Jesus told the next part of the story for people like him. “While he was still far off, his father saw him and was filled with compassion; he put his arms around him and kissed him.” The son starts giving his little speech, but his dad doesn’t even let him finish it. All Dad hears are the words ‘Father’ and ‘son,’ and that was all he had to hear. “Quickly, bring out his best suit—you know the one, we got it for his brother’s wedding—get him a towel, get him cleaned up, get him something to eat! We’re inviting everyone over right away, tonight. This son of mine is alive again. Son, let’s be clear about one thing right now. I don’t care about where you went or what you did. You came back, and that’s all that matters.”

It can be very hard to say, “I repent.” It can be even harder to believe that you’re really forgiven. Real forgiveness can be hard to come by down here. But Jesus is telling these sinners and tax collector something about the heart of his Father. His Father is the one who watches for them while they’re still far off. In fact his Father does more than watch—he runs out into the road, and sends his own son to journey into the far country, to eat with tax collectors and sinners. St. Paul says that “while we were yet sinners, Christ died for us.” “In Christ,” Paul says, “God was reconciling the world to himself, not counting their trespasses against them.” How could we ever come home again if not for this? We are able to come, not trusting in our own righteousness, but in our Father’s manifold and great mercies.

The next part of the story is for the Pharisees and the scribes, for good church people like us. We tend to forget about this part—we don’t think of it as the parable of the two lost sons, but the one prodigal son—and I have a hunch about why. My hunch is that we church people are an awful lot more likely to be older brothers than prodigal sons, and that we don’t like Jesus telling us that we’re just as lost as our no-account kid brothers out in California who never did anything serious with their lives except work on their suntans and explore Buddhism. We didn’t go to California and get suntans and explore Eastern spirituality. We stayed in St. Louis and went to church. Shouldn’t we get credit for that?

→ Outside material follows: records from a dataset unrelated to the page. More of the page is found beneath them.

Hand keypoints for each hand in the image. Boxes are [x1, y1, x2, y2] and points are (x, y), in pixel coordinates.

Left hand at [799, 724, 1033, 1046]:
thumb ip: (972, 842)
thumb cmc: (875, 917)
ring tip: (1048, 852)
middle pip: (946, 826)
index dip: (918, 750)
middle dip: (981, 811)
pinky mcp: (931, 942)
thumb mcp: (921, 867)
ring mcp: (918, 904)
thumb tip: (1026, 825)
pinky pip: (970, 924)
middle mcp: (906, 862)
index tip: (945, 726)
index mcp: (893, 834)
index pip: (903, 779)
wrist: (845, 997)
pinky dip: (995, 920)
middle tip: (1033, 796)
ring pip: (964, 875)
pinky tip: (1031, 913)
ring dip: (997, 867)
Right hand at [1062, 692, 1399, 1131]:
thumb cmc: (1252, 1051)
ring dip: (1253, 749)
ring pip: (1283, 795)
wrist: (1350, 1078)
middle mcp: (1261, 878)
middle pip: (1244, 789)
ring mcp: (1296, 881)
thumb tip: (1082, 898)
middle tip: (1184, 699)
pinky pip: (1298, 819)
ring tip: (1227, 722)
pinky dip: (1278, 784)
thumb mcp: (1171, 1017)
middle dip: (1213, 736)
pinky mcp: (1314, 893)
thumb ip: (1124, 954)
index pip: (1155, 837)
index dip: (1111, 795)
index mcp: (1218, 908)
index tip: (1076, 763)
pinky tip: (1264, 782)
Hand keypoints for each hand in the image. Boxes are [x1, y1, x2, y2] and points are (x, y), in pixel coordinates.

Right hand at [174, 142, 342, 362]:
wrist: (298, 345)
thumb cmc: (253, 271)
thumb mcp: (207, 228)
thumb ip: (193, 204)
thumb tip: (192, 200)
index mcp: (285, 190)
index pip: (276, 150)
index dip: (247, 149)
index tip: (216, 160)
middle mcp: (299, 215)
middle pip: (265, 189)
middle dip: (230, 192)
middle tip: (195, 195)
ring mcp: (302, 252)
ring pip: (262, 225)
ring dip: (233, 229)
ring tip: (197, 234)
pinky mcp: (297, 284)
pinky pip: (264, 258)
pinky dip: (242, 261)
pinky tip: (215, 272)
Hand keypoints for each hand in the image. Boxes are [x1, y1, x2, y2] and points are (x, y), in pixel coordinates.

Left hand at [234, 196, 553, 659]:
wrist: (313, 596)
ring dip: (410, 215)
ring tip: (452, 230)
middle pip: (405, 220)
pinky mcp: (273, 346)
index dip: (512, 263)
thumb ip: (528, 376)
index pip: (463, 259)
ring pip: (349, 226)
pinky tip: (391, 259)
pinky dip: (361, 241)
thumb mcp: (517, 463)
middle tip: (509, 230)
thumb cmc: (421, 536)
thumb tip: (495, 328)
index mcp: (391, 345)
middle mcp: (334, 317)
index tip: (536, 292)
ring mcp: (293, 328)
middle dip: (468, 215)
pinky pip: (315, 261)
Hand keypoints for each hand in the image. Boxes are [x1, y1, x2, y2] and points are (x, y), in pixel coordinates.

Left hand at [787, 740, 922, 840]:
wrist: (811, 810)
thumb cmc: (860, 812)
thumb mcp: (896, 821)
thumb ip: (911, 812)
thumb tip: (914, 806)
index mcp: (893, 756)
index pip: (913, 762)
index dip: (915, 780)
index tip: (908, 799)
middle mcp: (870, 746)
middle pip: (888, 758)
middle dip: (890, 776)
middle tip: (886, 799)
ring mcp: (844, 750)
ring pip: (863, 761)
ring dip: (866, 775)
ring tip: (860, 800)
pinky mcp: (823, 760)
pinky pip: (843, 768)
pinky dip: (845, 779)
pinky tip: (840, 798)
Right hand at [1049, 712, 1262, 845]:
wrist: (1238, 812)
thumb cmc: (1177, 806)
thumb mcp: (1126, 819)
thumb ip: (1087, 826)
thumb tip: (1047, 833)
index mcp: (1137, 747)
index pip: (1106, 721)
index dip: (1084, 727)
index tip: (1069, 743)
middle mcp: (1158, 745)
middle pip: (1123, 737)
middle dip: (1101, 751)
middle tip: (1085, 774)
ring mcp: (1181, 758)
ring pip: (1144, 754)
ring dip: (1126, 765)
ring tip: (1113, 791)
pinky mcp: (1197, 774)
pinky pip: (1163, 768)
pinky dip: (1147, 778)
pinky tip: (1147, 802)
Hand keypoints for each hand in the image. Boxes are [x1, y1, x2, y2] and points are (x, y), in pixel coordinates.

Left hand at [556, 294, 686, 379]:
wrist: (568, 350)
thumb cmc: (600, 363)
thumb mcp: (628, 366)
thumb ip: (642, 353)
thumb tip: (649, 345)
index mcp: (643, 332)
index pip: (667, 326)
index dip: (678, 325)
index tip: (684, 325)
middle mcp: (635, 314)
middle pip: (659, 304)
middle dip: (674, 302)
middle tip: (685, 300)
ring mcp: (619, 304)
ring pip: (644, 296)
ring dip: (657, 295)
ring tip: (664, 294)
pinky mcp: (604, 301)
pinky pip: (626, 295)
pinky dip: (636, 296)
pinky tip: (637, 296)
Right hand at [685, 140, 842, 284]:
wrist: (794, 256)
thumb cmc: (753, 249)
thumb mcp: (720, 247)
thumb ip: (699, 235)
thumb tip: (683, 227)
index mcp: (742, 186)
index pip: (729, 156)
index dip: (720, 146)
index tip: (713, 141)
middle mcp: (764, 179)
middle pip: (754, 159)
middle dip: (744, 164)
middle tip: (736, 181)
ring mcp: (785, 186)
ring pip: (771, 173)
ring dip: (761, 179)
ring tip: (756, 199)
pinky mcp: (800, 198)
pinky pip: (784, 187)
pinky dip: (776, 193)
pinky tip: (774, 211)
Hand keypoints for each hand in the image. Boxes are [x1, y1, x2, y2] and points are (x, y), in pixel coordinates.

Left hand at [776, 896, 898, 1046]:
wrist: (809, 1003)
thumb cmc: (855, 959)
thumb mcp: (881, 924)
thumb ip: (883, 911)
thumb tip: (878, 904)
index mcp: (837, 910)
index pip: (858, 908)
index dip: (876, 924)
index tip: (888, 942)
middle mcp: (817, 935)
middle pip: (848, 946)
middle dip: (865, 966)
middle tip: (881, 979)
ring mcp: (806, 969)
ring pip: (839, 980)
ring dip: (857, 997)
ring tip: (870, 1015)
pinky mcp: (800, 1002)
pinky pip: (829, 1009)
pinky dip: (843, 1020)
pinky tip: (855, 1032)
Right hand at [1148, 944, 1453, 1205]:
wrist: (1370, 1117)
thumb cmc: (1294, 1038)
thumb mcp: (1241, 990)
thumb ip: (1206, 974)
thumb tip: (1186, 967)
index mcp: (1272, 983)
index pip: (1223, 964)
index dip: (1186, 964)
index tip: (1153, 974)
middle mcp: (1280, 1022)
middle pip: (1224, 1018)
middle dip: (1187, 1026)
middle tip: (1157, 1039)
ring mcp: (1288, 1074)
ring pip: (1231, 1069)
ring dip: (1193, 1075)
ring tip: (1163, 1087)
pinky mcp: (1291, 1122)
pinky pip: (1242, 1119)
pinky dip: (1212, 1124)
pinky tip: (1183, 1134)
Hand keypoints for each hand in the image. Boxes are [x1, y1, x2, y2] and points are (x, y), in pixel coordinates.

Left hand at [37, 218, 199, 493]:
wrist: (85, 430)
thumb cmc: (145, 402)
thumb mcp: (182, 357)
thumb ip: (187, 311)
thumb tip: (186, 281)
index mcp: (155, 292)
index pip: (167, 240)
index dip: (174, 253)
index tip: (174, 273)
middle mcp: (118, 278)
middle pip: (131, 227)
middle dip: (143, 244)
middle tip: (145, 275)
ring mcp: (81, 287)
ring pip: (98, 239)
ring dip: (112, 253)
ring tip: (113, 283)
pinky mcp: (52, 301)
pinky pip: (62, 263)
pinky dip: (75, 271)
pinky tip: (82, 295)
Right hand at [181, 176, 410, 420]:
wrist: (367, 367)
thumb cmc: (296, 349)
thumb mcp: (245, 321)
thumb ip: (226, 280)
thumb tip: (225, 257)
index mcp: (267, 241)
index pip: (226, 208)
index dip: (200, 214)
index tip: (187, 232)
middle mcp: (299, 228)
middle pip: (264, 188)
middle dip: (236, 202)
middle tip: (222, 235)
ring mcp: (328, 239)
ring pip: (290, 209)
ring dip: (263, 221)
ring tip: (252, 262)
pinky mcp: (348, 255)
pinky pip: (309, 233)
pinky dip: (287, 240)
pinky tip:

The older brother would agree. His father is being completely unfair, and he’s absolutely furious about it. He heads home after a hard day of work and sees some kind of party. He probably has a hunch about what’s going on—he doesn’t go inside to see for himself, and he doesn’t ask his dad what’s up. He has someone else find out for him. It’s as he thought. There’s no way he’s coming in, not after what his blackguard brother did to the family. His dad, making a fool out of himself, always letting his brother walk all over him—how could he fall for this again? And it’s not fair. He’d worked hard his whole life, and did that count for anything? Apparently not. His father can hear him shouting from outside: Why can’t I get any respect for what I earned?  For what I earned with my own hands? Why can’t I get what I deserve?

Just like he came out to meet his younger son, his father comes out to meet him too. Come inside, come inside where it’s warm, he says. I know you’re angry. But don’t you see what you’re doing? Your brother wound up cold and alone God knows where, and now he’s back—he’s alive again. Try to forgive him, don’t hold on to this—why should you stay out here by yourself, like he was? And all of this about deserve, deserve. You’ve always been this way, ever since you were a little boy. You’ve worked hard, I know that, don’t think I don’t appreciate it. But don’t you know that I’ve already given you everything? All that I have? My own heart? But all you’ve ever wanted is what you deserve. You never let me give you anything. Come inside, my son—all of this is for you too. Amen.